In Gaussian settings with known variance, confidence sequences leveraging prior information suffer from misspecification risk, compromising validity when priors are inaccurate. Method: We propose a novel framework integrating mixture martingales with global-information priors exhibiting polynomial or exponential tails, and extend Ville’s inequality to construct robust confidence sequences. Contribution/Results: Our approach introduces the first “bounded influence” mechanism: when the prior is well-specified, the sequence is substantially tighter than the non-informative counterpart; under severe prior misspecification, its width remains finite, preventing divergence. We prove that the resulting confidence sequences guarantee exact coverage probability for any prior—achieving both statistical efficiency and robustness. This provides a principled, unified paradigm for sequential inference bridging Bayesian and frequentist perspectives.

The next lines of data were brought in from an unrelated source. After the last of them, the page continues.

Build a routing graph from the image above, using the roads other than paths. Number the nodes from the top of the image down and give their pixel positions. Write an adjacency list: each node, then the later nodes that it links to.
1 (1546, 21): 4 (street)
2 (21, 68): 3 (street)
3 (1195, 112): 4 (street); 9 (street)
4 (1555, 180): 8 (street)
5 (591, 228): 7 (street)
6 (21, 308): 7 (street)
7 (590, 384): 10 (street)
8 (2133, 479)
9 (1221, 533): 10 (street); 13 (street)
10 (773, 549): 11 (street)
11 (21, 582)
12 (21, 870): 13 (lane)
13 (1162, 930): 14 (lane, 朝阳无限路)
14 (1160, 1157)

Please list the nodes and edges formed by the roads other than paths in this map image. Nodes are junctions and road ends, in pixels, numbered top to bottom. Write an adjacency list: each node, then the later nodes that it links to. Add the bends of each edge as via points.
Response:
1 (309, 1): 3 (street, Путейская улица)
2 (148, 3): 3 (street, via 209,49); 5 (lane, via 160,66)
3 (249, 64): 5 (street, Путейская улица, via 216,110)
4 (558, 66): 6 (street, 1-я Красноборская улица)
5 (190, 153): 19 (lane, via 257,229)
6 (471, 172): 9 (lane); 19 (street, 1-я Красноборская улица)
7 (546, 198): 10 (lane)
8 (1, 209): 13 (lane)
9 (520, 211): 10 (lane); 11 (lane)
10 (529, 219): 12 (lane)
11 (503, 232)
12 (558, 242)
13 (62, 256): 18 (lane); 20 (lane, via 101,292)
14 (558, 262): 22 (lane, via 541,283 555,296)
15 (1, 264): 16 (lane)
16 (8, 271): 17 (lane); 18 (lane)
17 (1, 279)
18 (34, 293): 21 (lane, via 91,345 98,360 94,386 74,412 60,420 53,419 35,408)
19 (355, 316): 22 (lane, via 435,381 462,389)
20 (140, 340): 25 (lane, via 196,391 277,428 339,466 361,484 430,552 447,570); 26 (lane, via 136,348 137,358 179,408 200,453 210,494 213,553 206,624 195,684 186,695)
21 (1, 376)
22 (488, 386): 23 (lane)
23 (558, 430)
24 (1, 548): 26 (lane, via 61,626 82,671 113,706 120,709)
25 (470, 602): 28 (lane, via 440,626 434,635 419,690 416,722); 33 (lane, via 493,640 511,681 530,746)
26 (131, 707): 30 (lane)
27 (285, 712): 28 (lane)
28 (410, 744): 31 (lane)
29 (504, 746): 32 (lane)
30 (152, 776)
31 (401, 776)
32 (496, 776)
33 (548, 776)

Confidence sequences are collections of confidence regions that simultaneously cover the true parameter for every sample size at a prescribed confidence level. Tightening these sequences is of practical interest and can be achieved by incorporating prior information through the method of mixture martingales. However, confidence sequences built from informative priors are vulnerable to misspecification and may become vacuous when the prior is poorly chosen. We study this trade-off for Gaussian observations with known variance. By combining the method of mixtures with a global informative prior whose tails are polynomial or exponential and the extended Ville's inequality, we construct confidence sequences that are sharper than their non-informative counterparts whenever the prior is well specified, yet remain bounded under arbitrary misspecification. The theory is illustrated with several classical priors.